3919 : C’est le numéro national pour les femmes victimes de violences. Ce numéro est accessible 7 jours sur 7 (de 9h à 22h du lundi au vendredi et de 9h à 18h les samedis, dimanches et jours fériés).
01 47 36 96 48 : C’est le numéro du Centre Flora Tristan qui, dans le 92, accueille en urgence les femmes battues. Ce centre dispose d’un espace d’accueil dédié aux enfants.
01 47 91 48 44 : Femmes victimes de violences 92 (du lundi au vendredi de 9h30 à 17h30).
Interventions possibles :
- Déposer une plainte et non une main courante.

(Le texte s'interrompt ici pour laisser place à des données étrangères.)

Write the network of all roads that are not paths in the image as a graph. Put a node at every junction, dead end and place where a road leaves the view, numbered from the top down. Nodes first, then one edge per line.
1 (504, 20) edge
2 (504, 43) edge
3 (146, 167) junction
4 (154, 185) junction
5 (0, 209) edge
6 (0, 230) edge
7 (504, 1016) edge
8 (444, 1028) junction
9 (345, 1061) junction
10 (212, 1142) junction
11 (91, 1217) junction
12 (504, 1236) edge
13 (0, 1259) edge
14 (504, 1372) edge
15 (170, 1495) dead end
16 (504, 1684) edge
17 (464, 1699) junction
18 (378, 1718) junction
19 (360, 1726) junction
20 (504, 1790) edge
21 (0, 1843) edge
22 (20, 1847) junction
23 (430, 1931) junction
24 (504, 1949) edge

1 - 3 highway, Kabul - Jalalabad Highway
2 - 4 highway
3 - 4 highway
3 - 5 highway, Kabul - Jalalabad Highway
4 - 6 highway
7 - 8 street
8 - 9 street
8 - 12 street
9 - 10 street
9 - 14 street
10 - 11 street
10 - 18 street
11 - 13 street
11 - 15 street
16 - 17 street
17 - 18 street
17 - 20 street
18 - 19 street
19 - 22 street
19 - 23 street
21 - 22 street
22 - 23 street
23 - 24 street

À savoir : un policier n’a pas le droit de refuser une plainte, si c’est le cas, le dépôt de plainte ne dépendant pas du lieu de l’infraction, il faut se rendre dans un autre commissariat !
- Faire un signalement auprès du Procureur de la République (TGI de Nanterre pour le 92).
- Écrire au juge des enfants.
- Et pour chacune et chacun d’entre nous, être attentif. Si l’on perçoit des signes de mal-être de femmes ou d’enfants dans notre entourage, il faut les écouter et les orienter vers les structures composées de professionnels(les) qui sauront les conseiller et les accompagner. Il ne faut pas hésiter, si la victime est trop affectée pour agir, à appeler soi-même un numéro d’urgence.